WASHINGTON—The Chairman of the Federal Reserve Wednesday addressed the importance of providing regulatory relief to smaller banks, comments CUNA hopes the CFPB and NCUA will remember when they craft new rules that impact credit unions.
Testifying before the U.S. House Financial Services Committee, Fed Chair Janet Yellen first outlined how strengthening supervision of big banks is essential, saying changes have been made to supervise large financial institutions on a more coordinated, forward-looking basis.
“At the same time, we have been careful to make more-measured changes in our approach to regulating and supervising firms at the other end of the spectrum,” Yellen said. “Smaller institutions did not emerge from the financial crisis unscathed, and we have identified several areas in which the supervision of these institutions can be strengthened. At the same time, we are well aware that regulatory and compliance costs can impose a burden that is disproportionate to the risks these institutions pose to taxpayers and financial stability. We are committed to ensuring that the supervision of smaller institutions is tailored appropriately to their risk.”

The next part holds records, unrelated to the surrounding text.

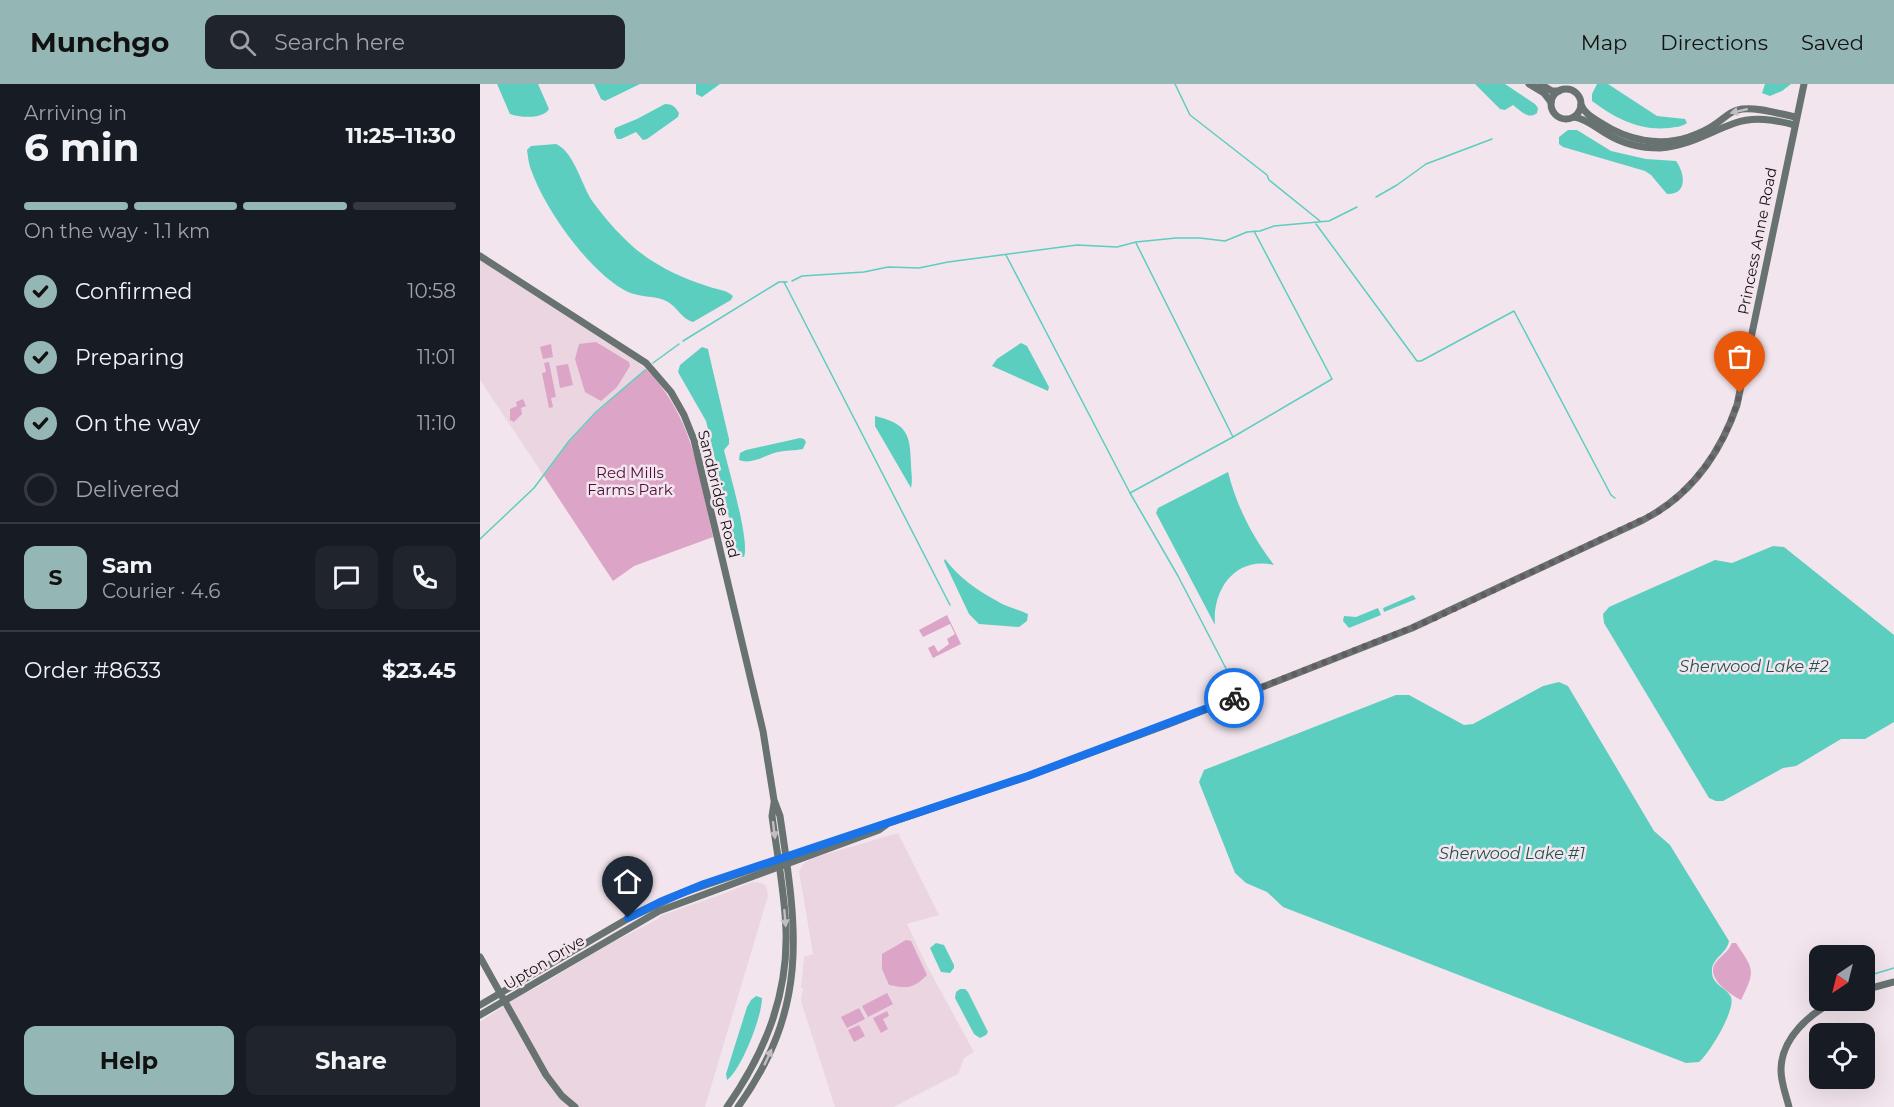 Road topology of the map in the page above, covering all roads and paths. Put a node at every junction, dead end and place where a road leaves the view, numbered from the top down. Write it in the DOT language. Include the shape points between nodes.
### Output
graph roads {
  1 [pos="1529,84"];
  2 [pos="1540,84"];
  3 [pos="1804,84"];
  4 [pos="1559,91"];
  5 [pos="1551,102"];
  6 [pos="1581,105"];
  7 [pos="1574,117"];
  8 [pos="1795,121"];
  9 [pos="480,256"];
  10 [pos="774,800"];
  11 [pos="787,860"];
  12 [pos="778,863"];
  13 [pos="480,957"];
  14 [pos="1894,982"];
  15 [pos="1875,987"];
  16 [pos="500,994"];
  17 [pos="504,1001"];
  18 [pos="480,1005"];
  19 [pos="1819,1011"];
  20 [pos="480,1015"];
  21 [pos="575,1107"];
  22 [pos="727,1107"];
  23 [pos="738,1107"];
  24 [pos="1789,1107"];
  1 -- 5 [label="main road"];
  2 -- 4 [label="main road"];
  3 -- 8 [label="main road, Princess Anne Road"];
  4 -- 5 [label="main road"];
  4 -- 6 [label="main road" via="1572,91 1579,96"];
  5 -- 7 [label="main road" via="1559,117"];
  6 -- 7 [label="main road"];
  8 -- 6 [label="main road, one-way" via="1742,109 1689,137 1659,142 1616,132 1588,115"];
  7 -- 8 [label="main road" via="1621,141 1658,148 1691,143 1748,120"];
  8 -- 11 [label="main road, Princess Anne Road" via="1737,405 1713,456 1672,502 1643,520 1412,628 1169,724"];
  9 -- 10 [label="main road, Sandbridge Road" via="636,356 662,380 677,402 694,440 763,731"];
  10 -- 11 [label="main road, Sandbridge Road"];
  10 -- 12 [label="main road, Sandbridge Road, one-way" via="772,816"];
  11 -- 12 [label="main road, Princess Anne Road"];
  23 -- 11 [label="main road, one-way" via="770,1053 789,998 795,932"];
  12 -- 16 [label="main road, Upton Drive" via="704,884 646,909"];
  12 -- 17 [label="main road, Upton Drive" via="643,919"];
  12 -- 22 [label="main road, one-way" via="786,931 781,992 760,1053"];
  13 -- 16 [label="main road"];
  14 -- 15 [label="main road"];
  16 -- 17 [label="main road"];
  16 -- 18 [label="main road, Upton Drive"];
  17 -- 20 [label="main road, Upton Drive"];
  17 -- 21 [label="main road" via="546,1075"];
  19 -- 24 [label="main road" via="1786,1048 1781,1072"];
} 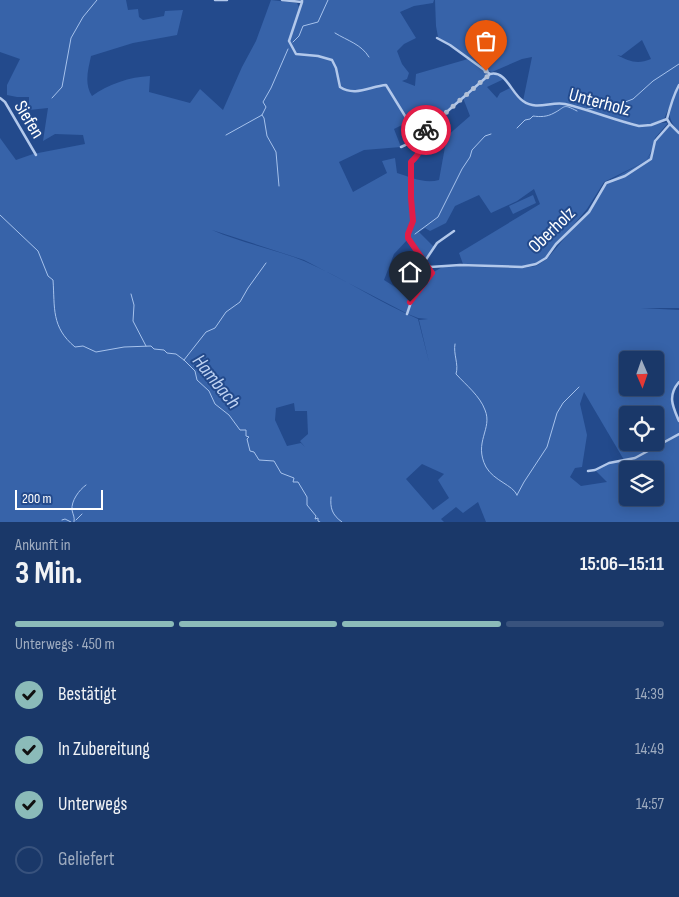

Responding to Yellen’s comments, Ryan Donovan, CUNA chief advocacy officer, said, “If regulators put the Fed chair's commonsense words about smaller financial institutions into action, credit unions would be exempt from the vast majority of the Consumer Financial Protection Bureau’s rulemakings and the National Credit Union Administration would refrain from applying policies and practices designed for too-big-too-fail banks to credit unions.”